*Your objective*
Only an exact repeat of the listing, without its images, counts as the answer.

*Records supplied*

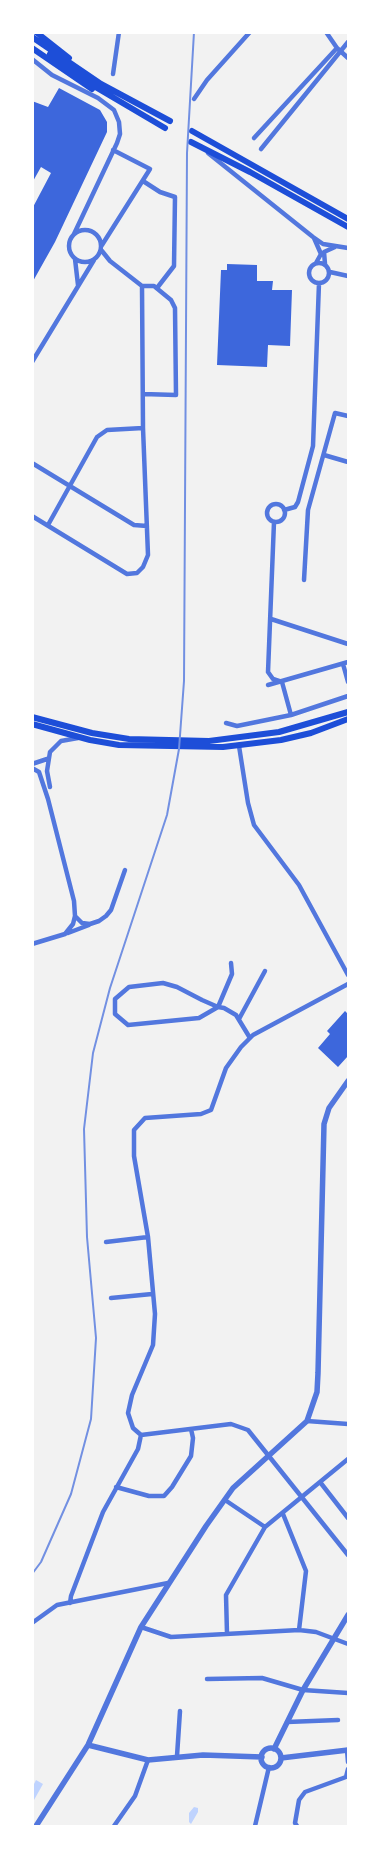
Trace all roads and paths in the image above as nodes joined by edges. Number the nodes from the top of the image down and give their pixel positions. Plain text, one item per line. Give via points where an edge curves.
1 (36, 32) edge
2 (119, 32) edge
3 (250, 32) edge
4 (326, 32) edge
5 (32, 37) edge
6 (32, 41) edge
7 (348, 42) edge
8 (32, 48) edge
9 (337, 48) junction
10 (342, 52) junction
11 (348, 58) edge
12 (32, 59) edge
13 (113, 74) dead end
14 (88, 75) junction
15 (194, 99) dead end
16 (118, 102) junction
17 (170, 120) dead end
18 (165, 128) dead end
19 (192, 131) dead end
20 (254, 138) dead end
21 (192, 142) dead end
22 (201, 148) junction
23 (261, 149) dead end
24 (113, 150) junction
25 (143, 181) junction
26 (348, 219) edge
27 (348, 227) edge
28 (74, 234) junction
29 (313, 237) junction
30 (102, 245) junction
31 (340, 247) junction
32 (348, 248) edge
33 (102, 251) junction
34 (75, 259) junction
35 (95, 259) junction
36 (110, 261) junction
37 (316, 264) junction
38 (326, 265) junction
39 (330, 272) junction
40 (348, 276) edge
41 (319, 283) junction
42 (78, 286) junction
43 (142, 286) junction
44 (157, 288) junction
45 (32, 362) edge
46 (143, 394) junction
47 (348, 416) edge
48 (143, 428) junction
49 (324, 455) junction
50 (348, 462) edge
51 (32, 463) edge
52 (69, 486) junction
53 (284, 510) junction
54 (32, 516) edge
55 (274, 522) junction
56 (48, 525) junction
57 (147, 526) junction
58 (304, 580) dead end
59 (270, 619) junction
60 (348, 644) edge
61 (348, 662) edge
62 (343, 664) junction
63 (282, 682) junction
64 (348, 682) edge
65 (268, 686) dead end
66 (348, 696) edge
67 (348, 712) edge
68 (291, 715) junction
69 (32, 717) edge
70 (348, 720) edge
71 (226, 723) dead end
72 (32, 724) edge
73 (81, 738) junction
74 (170, 743) junction
75 (187, 744) junction
76 (239, 746) junction
77 (47, 759) junction
78 (32, 764) edge
79 (32, 768) edge
80 (50, 787) dead end
81 (125, 870) dead end
82 (75, 916) junction
83 (91, 924) junction
84 (65, 934) junction
85 (32, 944) edge
86 (232, 963) dead end
87 (266, 971) dead end
88 (348, 976) edge
89 (348, 984) edge
90 (218, 1007) junction
91 (239, 1019) junction
92 (250, 1038) junction
93 (348, 1081) edge
94 (148, 1237) junction
95 (106, 1242) dead end
96 (152, 1294) junction
97 (111, 1298) dead end
98 (307, 1421) junction
99 (348, 1424) edge
100 (191, 1429) junction
101 (141, 1435) junction
102 (268, 1456) junction
103 (348, 1459) edge
104 (320, 1482) junction
105 (116, 1487) junction
106 (302, 1496) junction
107 (225, 1500) junction
108 (283, 1514) junction
109 (348, 1518) edge
110 (265, 1528) junction
111 (348, 1556) edge
112 (168, 1583) junction
113 (70, 1603) junction
114 (348, 1616) edge
115 (32, 1623) edge
116 (141, 1628) junction
117 (299, 1630) junction
118 (228, 1634) junction
119 (334, 1637) junction
120 (348, 1644) edge
121 (207, 1679) dead end
122 (303, 1690) junction
123 (348, 1693) edge
124 (180, 1711) dead end
125 (338, 1720) dead end
126 (287, 1722) junction
127 (88, 1745) junction
128 (274, 1749) junction
129 (348, 1750) edge
130 (177, 1756) junction
131 (262, 1757) junction
132 (281, 1758) junction
133 (148, 1760) junction
134 (348, 1762) edge
135 (269, 1768) junction
136 (348, 1769) edge
137 (36, 1826) edge
138 (114, 1826) edge
139 (255, 1826) edge
140 (297, 1826) edge

1 - 14 main road
2 - 13 street
3 - 15 street
4 - 9 street
5 - 14 main road
6 - 16 main road
7 - 10 street
8 - 16 main road via 89,88
9 - 10 street
9 - 20 street
10 - 11 street
10 - 23 street
12 - 24 street via 52,75 98,98 114,110 120,129
14 - 17 main road
16 - 18 main road
19 - 26 main road
21 - 22 main road
22 - 27 main road
22 - 29 street
24 - 25 street via 150,169
24 - 28 street
25 - 30 street
25 - 44 street via 175,197 174,266
28 - 30 street via 82,230 91,231
28 - 34 street via 69,250
29 - 31 street via 324,244
29 - 37 street via 321,254
30 - 33 street
31 - 32 street
31 - 38 street via 331,247 324,252
33 - 35 street
33 - 36 street
34 - 35 street via 84,262
34 - 42 street
35 - 36 street
35 - 42 street
36 - 43 street
37 - 38 street
37 - 41 street via 309,274 313,281
38 - 39 street
39 - 40 street
39 - 41 street via 327,280
41 - 53 street via 313,446 298,502 291,509
42 - 45 street
43 - 44 street
43 - 46 street
44 - 46 street via 176,308 176,395
46 - 48 street
47 - 49 street via 336,413
48 - 52 street via 107,430 97,437
48 - 57 street
49 - 50 street
49 - 58 street via 308,510
51 - 52 street
52 - 56 street
52 - 57 street via 134,524
53 - 55 street via 283,519
53 - 55 street via 277,504 269,507 267,516
54 - 56 street
55 - 59 street
56 - 57 street via 127,574 137,573 144,567 148,555
59 - 60 street
59 - 63 street via 268,672 272,679
61 - 62 street
62 - 63 street
62 - 64 street
63 - 65 street
63 - 68 street
66 - 68 street
67 - 75 main road via 279,732
68 - 71 street via 237,726
69 - 74 main road via 114,737
70 - 76 main road via 296,736
72 - 73 main road
73 - 74 main road via 119,746
73 - 77 street via 61,741
74 - 75 main road
75 - 76 main road
76 - 88 street via 254,825 298,885
77 - 78 street
77 - 80 street
79 - 82 street via 39,772 48,799
81 - 83 street via 112,910
82 - 83 street via 82,923
82 - 84 street
83 - 84 street
84 - 85 street
86 - 90 street via 232,974
87 - 91 street
89 - 92 street
90 - 90 street via 163,983 129,987 120,993 114,1006 115,1014 128,1025 199,1018
90 - 91 street
91 - 92 street
92 - 94 street via 226,1068 210,1110 201,1114 145,1118 134,1130 134,1156
93 - 98 street via 329,1108 324,1124 318,1373
94 - 95 street
94 - 96 street
96 - 97 street
96 - 101 street via 155,1314 153,1345 128,1413 133,1428
98 - 99 street
98 - 102 street
100 - 101 street
100 - 102 street via 231,1424 248,1430
100 - 105 street via 191,1456 164,1496 149,1496
101 - 105 street via 138,1449
102 - 106 street
102 - 107 street via 233,1488
103 - 104 street
104 - 106 street
104 - 109 street
105 - 113 street via 103,1512
106 - 108 street
106 - 111 street
107 - 110 street
107 - 112 street
108 - 110 street
108 - 117 street via 306,1571
110 - 118 street via 226,1595
112 - 113 street
112 - 116 street
113 - 115 street via 57,1605
114 - 119 street
116 - 118 street via 171,1637
116 - 127 street
117 - 118 street
117 - 119 street
119 - 120 street
119 - 122 street
121 - 122 street via 262,1678
122 - 123 street
122 - 126 street
124 - 130 street
125 - 126 street
126 - 128 street
127 - 133 street
127 - 137 street
128 - 131 street via 266,1750
128 - 132 street
129 - 132 street
129 - 134 street
130 - 131 street
130 - 133 street
131 - 135 street
132 - 135 street via 278,1765
133 - 138 street via 135,1796
135 - 139 street
136 - 140 street via 346,1777 305,1792 299,1800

*Response area*
Trace all roads and paths in the image above as nodes joined by edges. Number the nodes from the top of the image down and give their pixel positions. Plain text, one item per line. Give via points where an edge curves.
1 (36, 32) edge
2 (119, 32) edge
3 (250, 32) edge
4 (326, 32) edge
5 (32, 37) edge
6 (32, 41) edge
7 (348, 42) edge
8 (32, 48) edge
9 (337, 48) junction
10 (342, 52) junction
11 (348, 58) edge
12 (32, 59) edge
13 (113, 74) dead end
14 (88, 75) junction
15 (194, 99) dead end
16 (118, 102) junction
17 (170, 120) dead end
18 (165, 128) dead end
19 (192, 131) dead end
20 (254, 138) dead end
21 (192, 142) dead end
22 (201, 148) junction
23 (261, 149) dead end
24 (113, 150) junction
25 (143, 181) junction
26 (348, 219) edge
27 (348, 227) edge
28 (74, 234) junction
29 (313, 237) junction
30 (102, 245) junction
31 (340, 247) junction
32 (348, 248) edge
33 (102, 251) junction
34 (75, 259) junction
35 (95, 259) junction
36 (110, 261) junction
37 (316, 264) junction
38 (326, 265) junction
39 (330, 272) junction
40 (348, 276) edge
41 (319, 283) junction
42 (78, 286) junction
43 (142, 286) junction
44 (157, 288) junction
45 (32, 362) edge
46 (143, 394) junction
47 (348, 416) edge
48 (143, 428) junction
49 (324, 455) junction
50 (348, 462) edge
51 (32, 463) edge
52 (69, 486) junction
53 (284, 510) junction
54 (32, 516) edge
55 (274, 522) junction
56 (48, 525) junction
57 (147, 526) junction
58 (304, 580) dead end
59 (270, 619) junction
60 (348, 644) edge
61 (348, 662) edge
62 (343, 664) junction
63 (282, 682) junction
64 (348, 682) edge
65 (268, 686) dead end
66 (348, 696) edge
67 (348, 712) edge
68 (291, 715) junction
69 (32, 717) edge
70 (348, 720) edge
71 (226, 723) dead end
72 (32, 724) edge
73 (81, 738) junction
74 (170, 743) junction
75 (187, 744) junction
76 (239, 746) junction
77 (47, 759) junction
78 (32, 764) edge
79 (32, 768) edge
80 (50, 787) dead end
81 (125, 870) dead end
82 (75, 916) junction
83 (91, 924) junction
84 (65, 934) junction
85 (32, 944) edge
86 (232, 963) dead end
87 (266, 971) dead end
88 (348, 976) edge
89 (348, 984) edge
90 (218, 1007) junction
91 (239, 1019) junction
92 (250, 1038) junction
93 (348, 1081) edge
94 (148, 1237) junction
95 (106, 1242) dead end
96 (152, 1294) junction
97 (111, 1298) dead end
98 (307, 1421) junction
99 (348, 1424) edge
100 (191, 1429) junction
101 (141, 1435) junction
102 (268, 1456) junction
103 (348, 1459) edge
104 (320, 1482) junction
105 (116, 1487) junction
106 (302, 1496) junction
107 (225, 1500) junction
108 (283, 1514) junction
109 (348, 1518) edge
110 (265, 1528) junction
111 (348, 1556) edge
112 (168, 1583) junction
113 (70, 1603) junction
114 (348, 1616) edge
115 (32, 1623) edge
116 (141, 1628) junction
117 (299, 1630) junction
118 (228, 1634) junction
119 (334, 1637) junction
120 (348, 1644) edge
121 (207, 1679) dead end
122 (303, 1690) junction
123 (348, 1693) edge
124 (180, 1711) dead end
125 (338, 1720) dead end
126 (287, 1722) junction
127 (88, 1745) junction
128 (274, 1749) junction
129 (348, 1750) edge
130 (177, 1756) junction
131 (262, 1757) junction
132 (281, 1758) junction
133 (148, 1760) junction
134 (348, 1762) edge
135 (269, 1768) junction
136 (348, 1769) edge
137 (36, 1826) edge
138 (114, 1826) edge
139 (255, 1826) edge
140 (297, 1826) edge

1 - 14 main road
2 - 13 street
3 - 15 street
4 - 9 street
5 - 14 main road
6 - 16 main road
7 - 10 street
8 - 16 main road via 89,88
9 - 10 street
9 - 20 street
10 - 11 street
10 - 23 street
12 - 24 street via 52,75 98,98 114,110 120,129
14 - 17 main road
16 - 18 main road
19 - 26 main road
21 - 22 main road
22 - 27 main road
22 - 29 street
24 - 25 street via 150,169
24 - 28 street
25 - 30 street
25 - 44 street via 175,197 174,266
28 - 30 street via 82,230 91,231
28 - 34 street via 69,250
29 - 31 street via 324,244
29 - 37 street via 321,254
30 - 33 street
31 - 32 street
31 - 38 street via 331,247 324,252
33 - 35 street
33 - 36 street
34 - 35 street via 84,262
34 - 42 street
35 - 36 street
35 - 42 street
36 - 43 street
37 - 38 street
37 - 41 street via 309,274 313,281
38 - 39 street
39 - 40 street
39 - 41 street via 327,280
41 - 53 street via 313,446 298,502 291,509
42 - 45 street
43 - 44 street
43 - 46 street
44 - 46 street via 176,308 176,395
46 - 48 street
47 - 49 street via 336,413
48 - 52 street via 107,430 97,437
48 - 57 street
49 - 50 street
49 - 58 street via 308,510
51 - 52 street
52 - 56 street
52 - 57 street via 134,524
53 - 55 street via 283,519
53 - 55 street via 277,504 269,507 267,516
54 - 56 street
55 - 59 street
56 - 57 street via 127,574 137,573 144,567 148,555
59 - 60 street
59 - 63 street via 268,672 272,679
61 - 62 street
62 - 63 street
62 - 64 street
63 - 65 street
63 - 68 street
66 - 68 street
67 - 75 main road via 279,732
68 - 71 street via 237,726
69 - 74 main road via 114,737
70 - 76 main road via 296,736
72 - 73 main road
73 - 74 main road via 119,746
73 - 77 street via 61,741
74 - 75 main road
75 - 76 main road
76 - 88 street via 254,825 298,885
77 - 78 street
77 - 80 street
79 - 82 street via 39,772 48,799
81 - 83 street via 112,910
82 - 83 street via 82,923
82 - 84 street
83 - 84 street
84 - 85 street
86 - 90 street via 232,974
87 - 91 street
89 - 92 street
90 - 90 street via 163,983 129,987 120,993 114,1006 115,1014 128,1025 199,1018
90 - 91 street
91 - 92 street
92 - 94 street via 226,1068 210,1110 201,1114 145,1118 134,1130 134,1156
93 - 98 street via 329,1108 324,1124 318,1373
94 - 95 street
94 - 96 street
96 - 97 street
96 - 101 street via 155,1314 153,1345 128,1413 133,1428
98 - 99 street
98 - 102 street
100 - 101 street
100 - 102 street via 231,1424 248,1430
100 - 105 street via 191,1456 164,1496 149,1496
101 - 105 street via 138,1449
102 - 106 street
102 - 107 street via 233,1488
103 - 104 street
104 - 106 street
104 - 109 street
105 - 113 street via 103,1512
106 - 108 street
106 - 111 street
107 - 110 street
107 - 112 street
108 - 110 street
108 - 117 street via 306,1571
110 - 118 street via 226,1595
112 - 113 street
112 - 116 street
113 - 115 street via 57,1605
114 - 119 street
116 - 118 street via 171,1637
116 - 127 street
117 - 118 street
117 - 119 street
119 - 120 street
119 - 122 street
121 - 122 street via 262,1678
122 - 123 street
122 - 126 street
124 - 130 street
125 - 126 street
126 - 128 street
127 - 133 street
127 - 137 street
128 - 131 street via 266,1750
128 - 132 street
129 - 132 street
129 - 134 street
130 - 131 street
130 - 133 street
131 - 135 street
132 - 135 street via 278,1765
133 - 138 street via 135,1796
135 - 139 street
136 - 140 street via 346,1777 305,1792 299,1800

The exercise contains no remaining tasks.